- [EXERCISE]: The records below are to be retyped in full, without any alteration.

[Collected data entries]
== Segment start ==
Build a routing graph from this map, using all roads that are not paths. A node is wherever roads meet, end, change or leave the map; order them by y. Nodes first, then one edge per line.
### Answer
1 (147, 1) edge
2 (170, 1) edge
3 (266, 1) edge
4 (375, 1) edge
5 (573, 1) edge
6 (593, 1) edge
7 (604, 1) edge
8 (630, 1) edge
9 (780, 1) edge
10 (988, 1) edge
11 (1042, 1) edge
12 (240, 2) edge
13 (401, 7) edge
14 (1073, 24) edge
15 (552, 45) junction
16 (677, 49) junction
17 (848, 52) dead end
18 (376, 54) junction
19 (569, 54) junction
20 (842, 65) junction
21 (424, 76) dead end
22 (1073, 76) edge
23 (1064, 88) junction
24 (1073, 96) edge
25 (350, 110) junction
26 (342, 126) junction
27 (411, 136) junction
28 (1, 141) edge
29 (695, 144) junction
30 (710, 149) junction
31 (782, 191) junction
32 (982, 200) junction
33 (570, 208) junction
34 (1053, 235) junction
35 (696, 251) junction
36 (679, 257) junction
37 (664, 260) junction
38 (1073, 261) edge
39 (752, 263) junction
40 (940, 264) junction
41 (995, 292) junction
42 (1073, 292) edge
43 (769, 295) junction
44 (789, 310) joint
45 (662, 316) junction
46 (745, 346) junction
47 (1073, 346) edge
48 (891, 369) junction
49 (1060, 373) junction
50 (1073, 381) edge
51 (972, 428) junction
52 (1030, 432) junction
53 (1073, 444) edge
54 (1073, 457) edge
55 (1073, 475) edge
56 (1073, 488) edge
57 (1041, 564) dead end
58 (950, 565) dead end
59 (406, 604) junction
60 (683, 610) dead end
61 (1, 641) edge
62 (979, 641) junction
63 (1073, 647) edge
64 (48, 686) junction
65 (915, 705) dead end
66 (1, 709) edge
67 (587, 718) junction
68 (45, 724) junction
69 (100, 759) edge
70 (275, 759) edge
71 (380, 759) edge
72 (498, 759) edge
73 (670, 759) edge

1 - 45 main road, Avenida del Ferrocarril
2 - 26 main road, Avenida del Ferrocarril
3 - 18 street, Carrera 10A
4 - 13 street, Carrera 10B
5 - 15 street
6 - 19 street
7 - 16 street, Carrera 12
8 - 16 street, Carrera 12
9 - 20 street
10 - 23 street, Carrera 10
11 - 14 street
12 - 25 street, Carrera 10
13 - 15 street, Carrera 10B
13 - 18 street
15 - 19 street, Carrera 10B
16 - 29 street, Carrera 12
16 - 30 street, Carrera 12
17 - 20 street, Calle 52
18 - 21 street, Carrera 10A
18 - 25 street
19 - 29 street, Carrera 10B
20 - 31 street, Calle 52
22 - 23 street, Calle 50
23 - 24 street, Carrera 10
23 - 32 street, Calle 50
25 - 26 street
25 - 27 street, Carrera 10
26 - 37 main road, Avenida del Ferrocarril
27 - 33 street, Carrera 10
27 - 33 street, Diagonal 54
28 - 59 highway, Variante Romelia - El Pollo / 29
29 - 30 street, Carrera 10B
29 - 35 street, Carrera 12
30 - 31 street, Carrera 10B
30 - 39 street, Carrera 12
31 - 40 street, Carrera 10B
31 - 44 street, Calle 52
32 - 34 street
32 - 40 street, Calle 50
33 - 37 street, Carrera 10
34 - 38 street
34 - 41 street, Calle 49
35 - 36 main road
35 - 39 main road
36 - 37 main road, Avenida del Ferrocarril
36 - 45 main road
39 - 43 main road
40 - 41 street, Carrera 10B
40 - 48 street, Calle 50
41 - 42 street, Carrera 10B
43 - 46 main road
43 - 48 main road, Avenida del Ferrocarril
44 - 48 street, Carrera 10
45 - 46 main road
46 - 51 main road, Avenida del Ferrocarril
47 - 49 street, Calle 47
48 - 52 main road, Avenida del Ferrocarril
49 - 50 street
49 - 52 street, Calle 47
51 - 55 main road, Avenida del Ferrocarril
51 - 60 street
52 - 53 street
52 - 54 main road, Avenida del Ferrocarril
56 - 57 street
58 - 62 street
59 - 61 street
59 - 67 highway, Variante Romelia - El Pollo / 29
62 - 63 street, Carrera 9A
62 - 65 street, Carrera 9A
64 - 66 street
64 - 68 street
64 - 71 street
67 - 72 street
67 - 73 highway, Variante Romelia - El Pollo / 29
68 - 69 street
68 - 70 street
== Segment end ==
- [EXPECTED ANSWER]:
Build a routing graph from this map, using all roads that are not paths. A node is wherever roads meet, end, change or leave the map; order them by y. Nodes first, then one edge per line.
### Answer
1 (147, 1) edge
2 (170, 1) edge
3 (266, 1) edge
4 (375, 1) edge
5 (573, 1) edge
6 (593, 1) edge
7 (604, 1) edge
8 (630, 1) edge
9 (780, 1) edge
10 (988, 1) edge
11 (1042, 1) edge
12 (240, 2) edge
13 (401, 7) edge
14 (1073, 24) edge
15 (552, 45) junction
16 (677, 49) junction
17 (848, 52) dead end
18 (376, 54) junction
19 (569, 54) junction
20 (842, 65) junction
21 (424, 76) dead end
22 (1073, 76) edge
23 (1064, 88) junction
24 (1073, 96) edge
25 (350, 110) junction
26 (342, 126) junction
27 (411, 136) junction
28 (1, 141) edge
29 (695, 144) junction
30 (710, 149) junction
31 (782, 191) junction
32 (982, 200) junction
33 (570, 208) junction
34 (1053, 235) junction
35 (696, 251) junction
36 (679, 257) junction
37 (664, 260) junction
38 (1073, 261) edge
39 (752, 263) junction
40 (940, 264) junction
41 (995, 292) junction
42 (1073, 292) edge
43 (769, 295) junction
44 (789, 310) joint
45 (662, 316) junction
46 (745, 346) junction
47 (1073, 346) edge
48 (891, 369) junction
49 (1060, 373) junction
50 (1073, 381) edge
51 (972, 428) junction
52 (1030, 432) junction
53 (1073, 444) edge
54 (1073, 457) edge
55 (1073, 475) edge
56 (1073, 488) edge
57 (1041, 564) dead end
58 (950, 565) dead end
59 (406, 604) junction
60 (683, 610) dead end
61 (1, 641) edge
62 (979, 641) junction
63 (1073, 647) edge
64 (48, 686) junction
65 (915, 705) dead end
66 (1, 709) edge
67 (587, 718) junction
68 (45, 724) junction
69 (100, 759) edge
70 (275, 759) edge
71 (380, 759) edge
72 (498, 759) edge
73 (670, 759) edge

1 - 45 main road, Avenida del Ferrocarril
2 - 26 main road, Avenida del Ferrocarril
3 - 18 street, Carrera 10A
4 - 13 street, Carrera 10B
5 - 15 street
6 - 19 street
7 - 16 street, Carrera 12
8 - 16 street, Carrera 12
9 - 20 street
10 - 23 street, Carrera 10
11 - 14 street
12 - 25 street, Carrera 10
13 - 15 street, Carrera 10B
13 - 18 street
15 - 19 street, Carrera 10B
16 - 29 street, Carrera 12
16 - 30 street, Carrera 12
17 - 20 street, Calle 52
18 - 21 street, Carrera 10A
18 - 25 street
19 - 29 street, Carrera 10B
20 - 31 street, Calle 52
22 - 23 street, Calle 50
23 - 24 street, Carrera 10
23 - 32 street, Calle 50
25 - 26 street
25 - 27 street, Carrera 10
26 - 37 main road, Avenida del Ferrocarril
27 - 33 street, Carrera 10
27 - 33 street, Diagonal 54
28 - 59 highway, Variante Romelia - El Pollo / 29
29 - 30 street, Carrera 10B
29 - 35 street, Carrera 12
30 - 31 street, Carrera 10B
30 - 39 street, Carrera 12
31 - 40 street, Carrera 10B
31 - 44 street, Calle 52
32 - 34 street
32 - 40 street, Calle 50
33 - 37 street, Carrera 10
34 - 38 street
34 - 41 street, Calle 49
35 - 36 main road
35 - 39 main road
36 - 37 main road, Avenida del Ferrocarril
36 - 45 main road
39 - 43 main road
40 - 41 street, Carrera 10B
40 - 48 street, Calle 50
41 - 42 street, Carrera 10B
43 - 46 main road
43 - 48 main road, Avenida del Ferrocarril
44 - 48 street, Carrera 10
45 - 46 main road
46 - 51 main road, Avenida del Ferrocarril
47 - 49 street, Calle 47
48 - 52 main road, Avenida del Ferrocarril
49 - 50 street
49 - 52 street, Calle 47
51 - 55 main road, Avenida del Ferrocarril
51 - 60 street
52 - 53 street
52 - 54 main road, Avenida del Ferrocarril
56 - 57 street
58 - 62 street
59 - 61 street
59 - 67 highway, Variante Romelia - El Pollo / 29
62 - 63 street, Carrera 9A
62 - 65 street, Carrera 9A
64 - 66 street
64 - 68 street
64 - 71 street
67 - 72 street
67 - 73 highway, Variante Romelia - El Pollo / 29
68 - 69 street
68 - 70 street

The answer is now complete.